Monday, September 30, 2019

Don't Believe the Hype: Really good Ideas not justification for sky high valuations


(Then again, it's not like I am a successful investor.  But yes, I would sell all these stocks short, were I in the position to do so.)

WRT the latest failure of an IPO for WeWork, a brief comment:

1.  WeWork's great idea was the recognition that there are many individual and small group entrepreneurs that need office space, but aren't able to meet the traditional lease terms of typical office building owners and managers, who lease space in 5-year increments and have all kinds of other requirements.  Plus they need less space than the typical tenant.

BWeWork added placemaking elements to increase patronage, make the places cool, improve retention and get lots of hype.

But basically, they are an office space owner/manager.  And there are other companies, like Regus, that do the same thing, but without the hype or coolness factor.
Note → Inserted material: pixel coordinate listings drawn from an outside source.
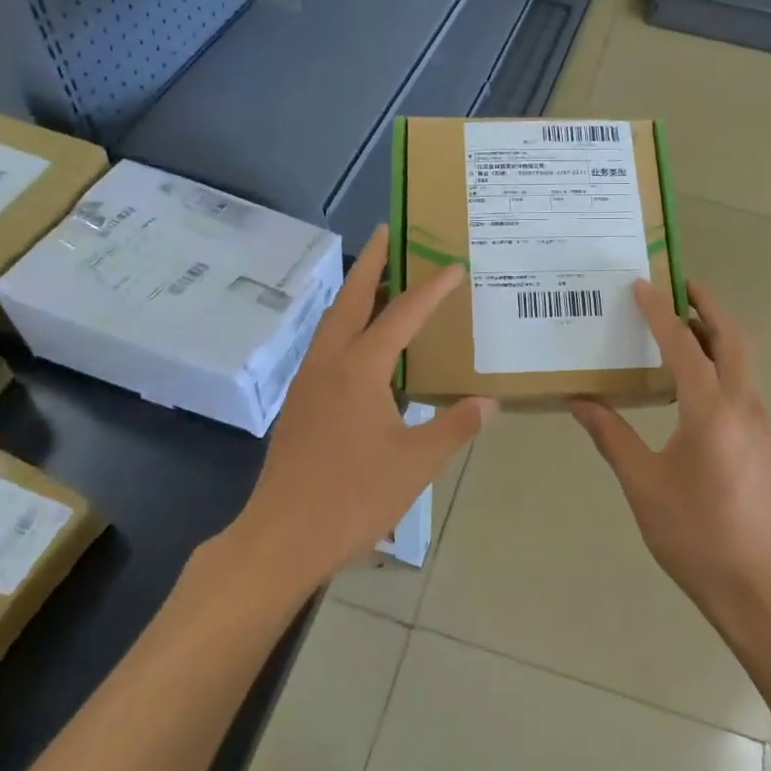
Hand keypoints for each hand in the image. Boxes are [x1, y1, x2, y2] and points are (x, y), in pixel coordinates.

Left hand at [231, 227, 494, 595]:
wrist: (281, 538)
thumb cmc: (353, 498)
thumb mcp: (416, 464)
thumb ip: (454, 426)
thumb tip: (488, 401)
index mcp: (359, 370)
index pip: (401, 316)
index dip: (430, 289)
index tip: (453, 266)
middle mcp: (329, 364)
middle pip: (351, 300)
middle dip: (371, 263)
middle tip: (388, 232)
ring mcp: (308, 382)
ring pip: (333, 322)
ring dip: (356, 293)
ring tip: (380, 278)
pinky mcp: (300, 404)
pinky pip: (326, 346)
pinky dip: (347, 326)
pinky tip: (363, 344)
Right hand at [571, 282, 770, 626]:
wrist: (757, 586)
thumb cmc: (695, 534)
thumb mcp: (643, 484)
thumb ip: (612, 437)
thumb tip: (579, 401)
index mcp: (710, 410)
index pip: (683, 345)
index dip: (659, 313)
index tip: (641, 285)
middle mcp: (740, 406)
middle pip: (730, 338)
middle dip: (707, 305)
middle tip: (678, 285)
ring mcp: (756, 424)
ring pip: (741, 360)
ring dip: (715, 332)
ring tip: (680, 322)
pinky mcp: (758, 442)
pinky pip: (739, 383)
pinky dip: (719, 361)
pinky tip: (691, 378)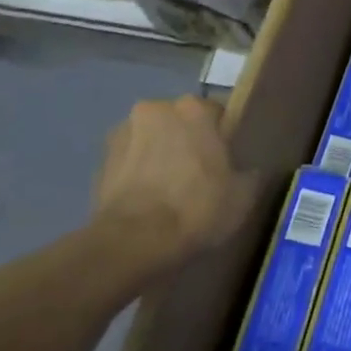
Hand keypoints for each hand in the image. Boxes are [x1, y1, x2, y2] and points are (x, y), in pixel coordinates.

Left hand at [86, 97, 256, 282]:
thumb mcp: (243, 195)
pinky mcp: (99, 161)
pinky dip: (138, 173)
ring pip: (152, 139)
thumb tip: (250, 170)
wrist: (133, 242)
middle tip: (198, 175)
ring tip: (169, 191)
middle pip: (179, 123)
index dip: (223, 138)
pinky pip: (130, 161)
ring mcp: (122, 133)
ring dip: (160, 155)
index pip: (216, 114)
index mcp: (193, 108)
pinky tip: (148, 201)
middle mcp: (155, 109)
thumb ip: (250, 173)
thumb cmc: (196, 208)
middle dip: (187, 141)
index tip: (226, 162)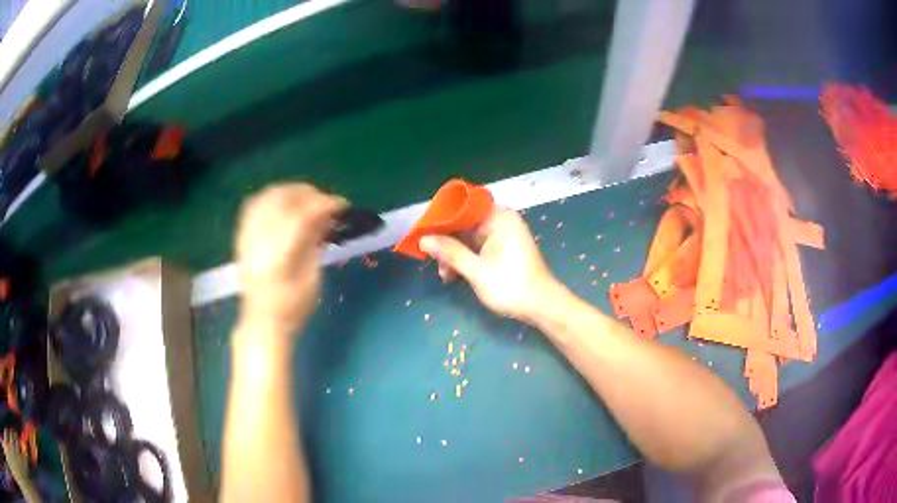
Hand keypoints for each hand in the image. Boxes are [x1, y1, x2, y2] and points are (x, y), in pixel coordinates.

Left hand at [235, 184, 346, 333]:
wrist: (262, 321)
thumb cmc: (293, 307)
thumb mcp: (312, 277)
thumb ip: (315, 242)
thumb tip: (326, 216)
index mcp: (280, 255)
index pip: (303, 215)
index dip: (325, 204)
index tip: (342, 205)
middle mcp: (260, 240)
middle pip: (283, 199)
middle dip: (309, 194)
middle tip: (326, 202)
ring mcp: (247, 236)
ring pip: (267, 197)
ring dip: (291, 192)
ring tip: (308, 199)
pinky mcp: (242, 236)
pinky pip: (254, 205)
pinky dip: (272, 198)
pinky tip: (285, 203)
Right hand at [419, 208, 559, 322]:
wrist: (542, 306)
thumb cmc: (511, 286)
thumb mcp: (476, 270)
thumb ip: (450, 252)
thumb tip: (423, 239)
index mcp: (498, 217)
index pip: (461, 209)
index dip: (440, 221)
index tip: (422, 235)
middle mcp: (501, 220)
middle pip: (464, 224)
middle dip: (447, 243)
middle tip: (433, 262)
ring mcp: (503, 234)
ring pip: (469, 238)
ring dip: (455, 255)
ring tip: (445, 276)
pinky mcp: (503, 248)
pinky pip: (478, 247)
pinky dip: (466, 259)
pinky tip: (455, 275)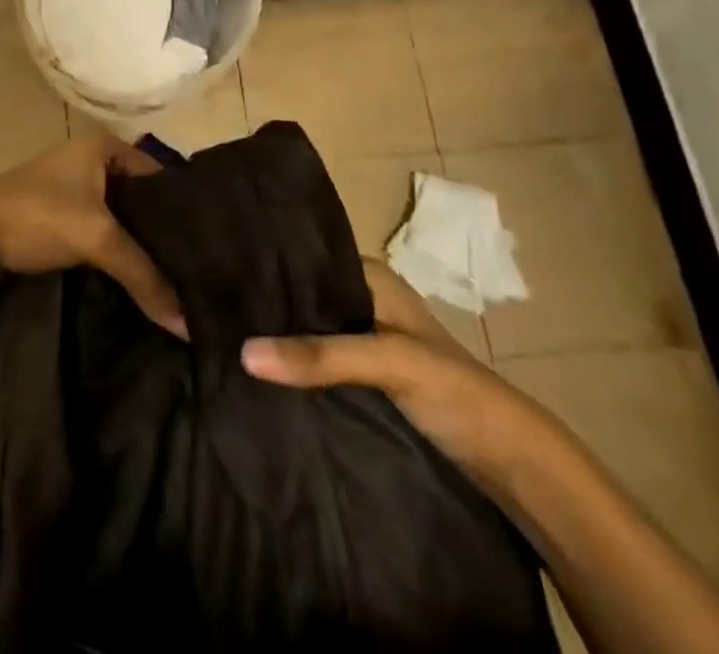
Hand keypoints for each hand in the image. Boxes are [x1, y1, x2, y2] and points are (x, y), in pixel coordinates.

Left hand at [0, 133, 186, 338]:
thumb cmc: (36, 216)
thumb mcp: (96, 238)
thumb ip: (144, 275)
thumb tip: (189, 326)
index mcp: (104, 146)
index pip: (163, 176)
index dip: (186, 211)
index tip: (215, 249)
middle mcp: (92, 159)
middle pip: (143, 199)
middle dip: (165, 235)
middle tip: (202, 272)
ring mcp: (75, 187)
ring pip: (123, 219)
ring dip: (142, 248)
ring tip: (181, 284)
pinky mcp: (62, 215)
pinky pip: (103, 232)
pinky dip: (120, 254)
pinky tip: (142, 282)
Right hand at [241, 261, 553, 482]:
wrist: (512, 462)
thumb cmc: (455, 389)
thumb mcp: (388, 361)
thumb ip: (320, 355)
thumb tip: (242, 352)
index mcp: (368, 274)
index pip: (302, 257)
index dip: (262, 262)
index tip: (213, 266)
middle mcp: (360, 297)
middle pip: (299, 293)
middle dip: (260, 299)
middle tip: (205, 300)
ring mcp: (360, 337)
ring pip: (303, 326)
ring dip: (272, 332)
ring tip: (215, 328)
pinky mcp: (360, 374)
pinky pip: (312, 358)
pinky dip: (287, 360)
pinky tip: (251, 363)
But the WeWork model is risky because while they have to commit to owning/leasing space for many years--=the financial obligations the firm has are greater than $40 billion !!!!!!!--their tenants are more short term, and it's not clear that they will stay.

2.  The brilliant thing about Uber (and Lyft) is the app, which simplifies ordering a "taxi" and paying for the trip. And it's not market specific, it works "anywhere," making use even more attractive to customers.

From a financial standpoint, Uber added another "innovation," offloading the expense of the vehicle and driving it to people who for one reason or another needed itinerant work (cf. "the precariat).  While some people can make an acceptable living providing transportation this way, most can't.

Even so, Uber built market share by subsidizing the cost of the ride and continually reducing the amount of money paid to drivers.  And by "duping" regulators into believing that somehow an app-based taxi service shouldn't be regulated as a taxi service.

From a valuation standpoint, it's not like there's unlimited demand for taxi rides.

3.  Same with micromobility services like Bird or Ofo/Mobike.  E-scooters (and briefly, dockless bike share) are a great addition to the sustainable mobility platform.  Whether or not they are a viable business for a for profit firm is an entirely different question.

4.  Tesla is an automakerTheir great idea was making sexy electric-powered sportcars.  But, they aren't going to have "software-like" margins, but the low margins of a manufacturer.  Even though they do smart things to save money and provide better service, like corporate stores instead of dealers, regular "OS" updates through software, and have created high-speed charging systems.

They may be able to make money as a specialty automaker making expensive sports cars, but not as a "mass manufacturer."

Besides the fact that as long as gasoline is relatively cheap, and the infrastructure supporting electric vehicles is developing, electric vehicles are more expensive than gasoline powered cars.  They get a tax credit as a way to help develop the industry.

But the current administration doesn't want to shift automobiles to electric charging because their policy is to promote oil consumption.